According to Federal Rule of Civil Procedure 56, a court must grant summary judgment where the moving party “shows that there is no genuine dispute as to any material fact” and the moving party “is entitled to judgment as a matter of law.” Fed. R. Civ. P. 56(a). For a dispute to be genuine, there must be “a sufficient evidentiary basis on which a reasonable jury could find for the non-moving party.” Moody v. Atl. City Bd. of Educ., 870 F.3d 206, 213 (3d Cir. 2017) (internal quotations omitted). Additionally, for a factual dispute to be material, it must have an effect upon the outcome of the suit. Id. In reviewing and evaluating the evidence to rule upon a

motion for summary judgment, the court must “view the underlying facts and all reasonable inferences therefrom in the light most favorable to the” non-moving party. Blunt v. Lower Merion Sch. Dist., 767 F.3d 247, 265 (3d Cir. 2014) (internal quotations omitted). However, where “the non-moving party fails to make ‘a sufficient showing on an essential element of her case with respect to which she has the burden of proof,’” the moving party is entitled to judgment as a matter of law. Moody, 870 F.3d at 213 (quoting Celotex Corp. v. Catrett, 477 U.S. 317, 323 (1986)). “The movant has the burden of showing that there is no genuine issue of fact, but the plaintiff is not thereby relieved of his own burden of producing in turn evidence that would support a jury verdict.” Anderson v. Liberty Lobby, Inc., 477 U.S. 242, 256 (1986). “Discredited testimony is not normally considered a sufficient basis for drawing a contrary conclusion. Instead, the plaintiff must present affirmative evidence in order to defeat a properly supported motion for

summary judgment.” Id. at 256-57 (internal citation omitted). “If the evidence is merely colorable, or is not significantly probative, summary judgment may be granted.” Id. at 249-50 (internal citations omitted).
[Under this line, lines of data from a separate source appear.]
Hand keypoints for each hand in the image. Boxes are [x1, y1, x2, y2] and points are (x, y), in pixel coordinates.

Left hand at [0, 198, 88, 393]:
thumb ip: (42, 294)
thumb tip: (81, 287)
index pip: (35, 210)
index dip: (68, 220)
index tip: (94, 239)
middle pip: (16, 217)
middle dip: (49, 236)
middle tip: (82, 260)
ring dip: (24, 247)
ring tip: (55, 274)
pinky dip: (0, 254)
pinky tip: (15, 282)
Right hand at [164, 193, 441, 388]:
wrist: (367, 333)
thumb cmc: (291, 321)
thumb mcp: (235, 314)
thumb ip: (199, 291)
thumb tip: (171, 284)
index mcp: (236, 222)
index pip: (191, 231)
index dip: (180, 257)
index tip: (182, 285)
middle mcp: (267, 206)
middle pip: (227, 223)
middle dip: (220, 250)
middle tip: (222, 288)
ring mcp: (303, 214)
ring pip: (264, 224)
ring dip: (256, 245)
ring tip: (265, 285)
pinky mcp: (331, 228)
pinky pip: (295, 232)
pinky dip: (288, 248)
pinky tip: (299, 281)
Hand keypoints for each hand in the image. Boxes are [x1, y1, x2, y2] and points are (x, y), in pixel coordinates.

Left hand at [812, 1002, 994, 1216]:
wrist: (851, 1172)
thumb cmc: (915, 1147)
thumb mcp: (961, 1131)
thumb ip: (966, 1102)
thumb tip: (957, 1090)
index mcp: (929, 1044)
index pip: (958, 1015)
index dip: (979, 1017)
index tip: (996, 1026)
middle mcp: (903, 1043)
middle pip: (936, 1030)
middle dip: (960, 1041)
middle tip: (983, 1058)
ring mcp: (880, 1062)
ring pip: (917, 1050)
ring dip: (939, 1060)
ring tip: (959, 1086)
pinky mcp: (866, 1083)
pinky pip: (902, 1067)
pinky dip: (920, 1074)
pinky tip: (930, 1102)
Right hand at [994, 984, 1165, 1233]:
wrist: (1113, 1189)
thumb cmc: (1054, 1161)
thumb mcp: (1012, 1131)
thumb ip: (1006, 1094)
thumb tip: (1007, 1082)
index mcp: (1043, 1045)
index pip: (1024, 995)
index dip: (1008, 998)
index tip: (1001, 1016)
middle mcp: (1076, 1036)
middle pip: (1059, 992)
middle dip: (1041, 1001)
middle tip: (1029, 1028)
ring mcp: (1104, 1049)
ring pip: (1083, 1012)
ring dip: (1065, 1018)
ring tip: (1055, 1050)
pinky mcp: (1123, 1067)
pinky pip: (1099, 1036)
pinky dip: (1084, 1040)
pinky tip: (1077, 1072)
Judges are not “required to submit a question to a jury merely because some evidence has been introduced by the party having the burden of proof, unless the evidence be of such a character that it would warrant the jury in finding a verdict in favor of the party.” Id. at 251 (internal citation omitted). III. Discussion A. Counts I & II: FLSA and PMWA claims

Mr. Evans brings claims under the FLSA and PMWA for failure to pay overtime wages. (ECF No. 1, at ¶¶ 42-46, 52-56, 59-72). Sentry argues that Mr. Evans has not provided any record evidence that Sentry failed to pay overtime wages. (ECF No. 36, at 16). Sentry further argues that Mr. Evans admitted that he was only asserting a claim for travel time. (Id.). Mr. Evans argues that Sentry failed to pay him for time spent “waiting to be assigned to jobs” and for “all time travelled on company business.” (ECF No. 1, at ¶¶ 30, 31).
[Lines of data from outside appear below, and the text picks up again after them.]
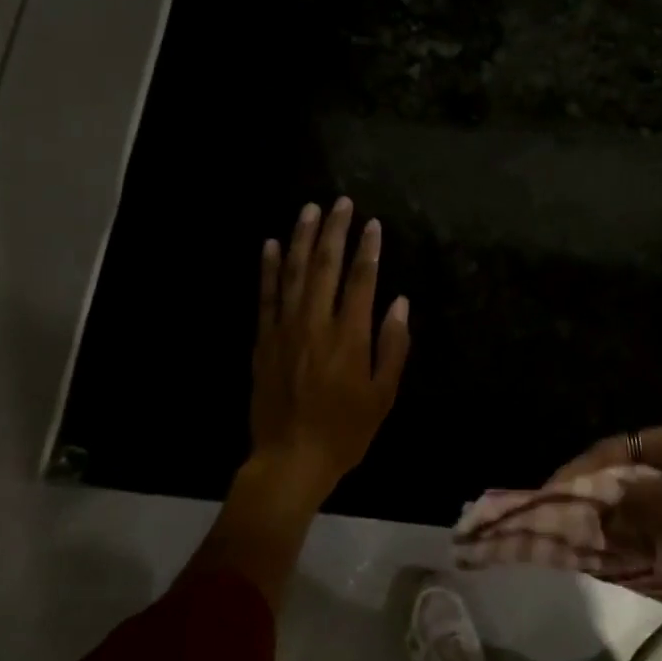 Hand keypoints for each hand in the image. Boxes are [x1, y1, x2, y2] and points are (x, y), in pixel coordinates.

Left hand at [249, 198, 410, 493]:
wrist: (290, 459)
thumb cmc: (345, 431)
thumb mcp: (383, 395)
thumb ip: (392, 346)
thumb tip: (399, 302)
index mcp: (350, 337)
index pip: (361, 280)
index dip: (368, 249)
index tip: (372, 224)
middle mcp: (316, 324)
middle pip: (325, 266)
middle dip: (334, 231)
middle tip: (340, 202)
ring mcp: (284, 329)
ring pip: (293, 273)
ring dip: (302, 238)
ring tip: (309, 210)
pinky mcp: (263, 340)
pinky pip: (265, 296)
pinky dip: (268, 268)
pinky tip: (271, 244)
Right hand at [549, 420, 661, 630]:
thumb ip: (643, 503)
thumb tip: (602, 511)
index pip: (616, 448)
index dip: (581, 470)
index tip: (552, 494)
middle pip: (623, 468)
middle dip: (593, 492)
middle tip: (563, 519)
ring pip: (636, 494)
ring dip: (612, 513)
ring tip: (584, 536)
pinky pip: (654, 515)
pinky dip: (634, 528)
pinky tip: (619, 547) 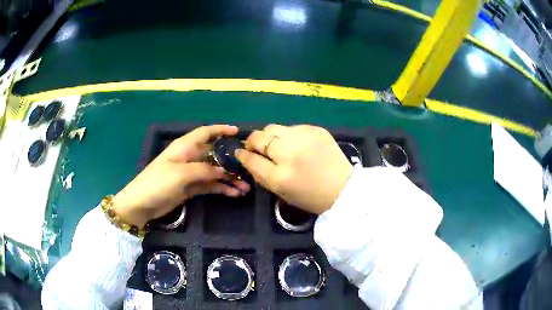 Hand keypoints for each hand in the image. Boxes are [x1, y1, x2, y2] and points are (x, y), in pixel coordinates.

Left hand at [112, 125, 250, 227]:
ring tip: (246, 187)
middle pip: (214, 154)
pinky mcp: (191, 188)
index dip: (221, 130)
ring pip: (214, 172)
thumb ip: (203, 170)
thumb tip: (223, 170)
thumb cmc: (158, 182)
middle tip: (249, 166)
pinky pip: (210, 185)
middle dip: (231, 160)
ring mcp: (191, 174)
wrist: (142, 204)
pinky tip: (234, 193)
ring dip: (229, 178)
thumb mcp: (180, 173)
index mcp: (184, 147)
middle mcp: (189, 157)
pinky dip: (222, 188)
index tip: (238, 132)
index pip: (205, 133)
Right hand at [236, 124, 352, 213]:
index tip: (241, 152)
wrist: (343, 188)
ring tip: (278, 146)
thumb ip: (259, 174)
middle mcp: (290, 153)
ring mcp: (304, 138)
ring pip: (274, 127)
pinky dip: (289, 135)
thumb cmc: (310, 196)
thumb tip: (245, 156)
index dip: (243, 154)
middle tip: (257, 148)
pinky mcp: (316, 129)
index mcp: (280, 176)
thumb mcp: (280, 192)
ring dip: (270, 137)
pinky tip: (297, 145)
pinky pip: (292, 127)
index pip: (251, 158)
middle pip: (259, 136)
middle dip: (254, 141)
Under the FLSA, employers are required “to pay their employees at least a specified minimum hourly wage for work performed ... and to pay one and one-half times the employee's regular rate of pay for hours worked in excess of forty hours per week.” De Asencio v. Tyson Foods, Inc., 342 F.3d 301, 306 (3d Cir. 2003) (citing 29 U.S.C. §§ 206, 207).